Stored data:

== Segment start ==

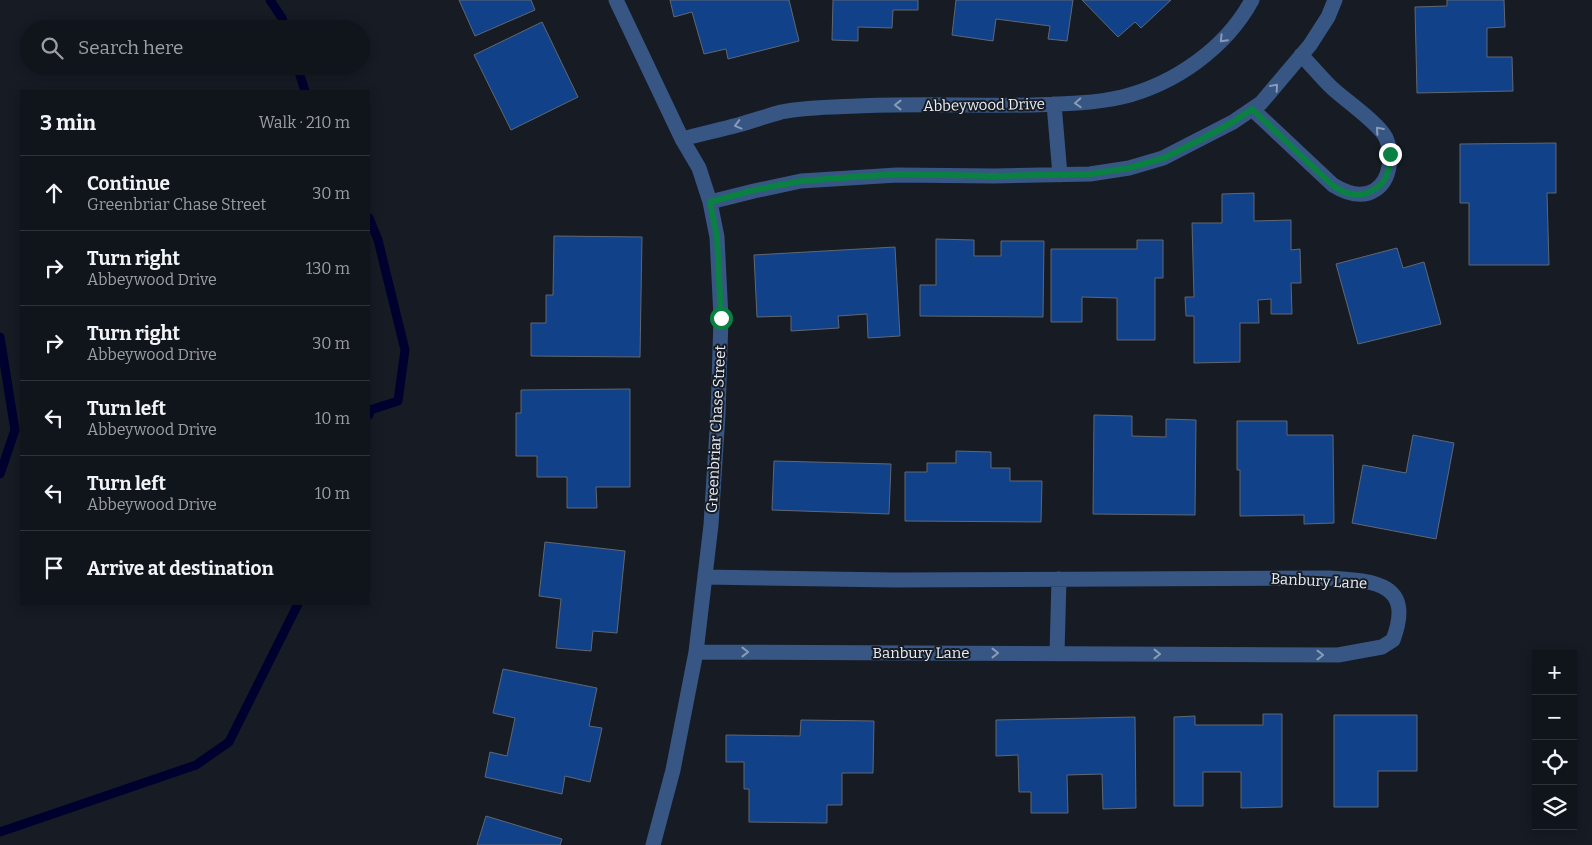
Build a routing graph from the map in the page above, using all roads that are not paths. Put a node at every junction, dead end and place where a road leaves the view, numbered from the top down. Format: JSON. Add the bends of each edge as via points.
{"nodes":[{"id":1,"x":616,"y":0,"type":"edge"},
{"id":2,"x":1252,"y":0,"type":"edge"},
{"id":3,"x":1335,"y":0,"type":"edge"},
{"id":4,"x":1301,"y":55,"type":"junction"},
{"id":5,"x":1054,"y":104,"type":"junction"},
{"id":6,"x":1252,"y":109,"type":"junction"},
{"id":7,"x":682,"y":139,"type":"junction"},
{"id":8,"x":1060,"y":174,"type":"junction"},
{"id":9,"x":710,"y":202,"type":"junction"},
{"id":10,"x":705,"y":576,"type":"junction"},
{"id":11,"x":1059,"y":579,"type":"junction"},
{"id":12,"x":696,"y":652,"type":"junction"},
{"id":13,"x":1057,"y":653,"type":"junction"},
{"id":14,"x":653,"y":845,"type":"edge"}],
"edges":[{"from":1,"to":7,"type":"street","name":"Greenbriar Chase Street"},
{"from":2,"to":5,"type":"street","name":"Abbeywood Drive","one_way":true,"via":[[1243,17],[1220,43],[1173,78],[1123,96],[1094,102]]},
{"from":3,"to":4,"type":"street","via":[[1328,17]]},
{"from":6,"to":4,"type":"street","one_way":true},
{"from":6,"to":4,"type":"street","one_way":true,"via":[[1332,185],[1346,193],[1359,195],[1375,190],[1384,181],[1390,154],[1385,137]]},
{"from":5,"to":7,"type":"street","name":"Abbeywood Drive","one_way":true,"via":[[816,108],[783,112]]},
{"from":5,"to":8,"type":"street"},
{"from":6,"to":8,"type":"street","via":[[1164,158],[1090,174]]},
{"from":7,"to":9,"type":"street","name":"Greenbriar Chase Street","via":[[699,168]]},
{"from":8,"to":9,"type":"street","via":[[897,174],[801,181]]},
{"from":9,"to":10,"type":"street","name":"Greenbriar Chase Street","via":[[717,237],[721,318],[718,414]]},
{"from":10,"to":11,"type":"street","name":"Banbury Lane"},
{"from":10,"to":12,"type":"street","name":"Greenbriar Chase Street"},
{"from":11,"to":13,"type":"street"},
{"from":13,"to":11,"type":"street","name":"Banbury Lane","one_way":true,"via":[[1338,655],[1382,647],[1393,640],[1400,616],[1398,602],[1391,591],[1362,580]]},
{"from":12,"to":13,"type":"street","name":"Banbury Lane","one_way":true},
{"from":12,"to":14,"type":"street","name":"Greenbriar Chase Street","via":[[673,770]]}]}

== Segment end ==

» **Work request**
Return a copy of each line in the entries that contains "Banbury".

» **Your solution**
{"from":10,"to":11,"type":"street","name":"Banbury Lane"},
{"from":13,"to":11,"type":"street","name":"Banbury Lane","one_way":true,"via":[[1338,655],[1382,647],[1393,640],[1400,616],[1398,602],[1391,591],[1362,580]]},
{"from":12,"to":13,"type":"street","name":"Banbury Lane","one_way":true},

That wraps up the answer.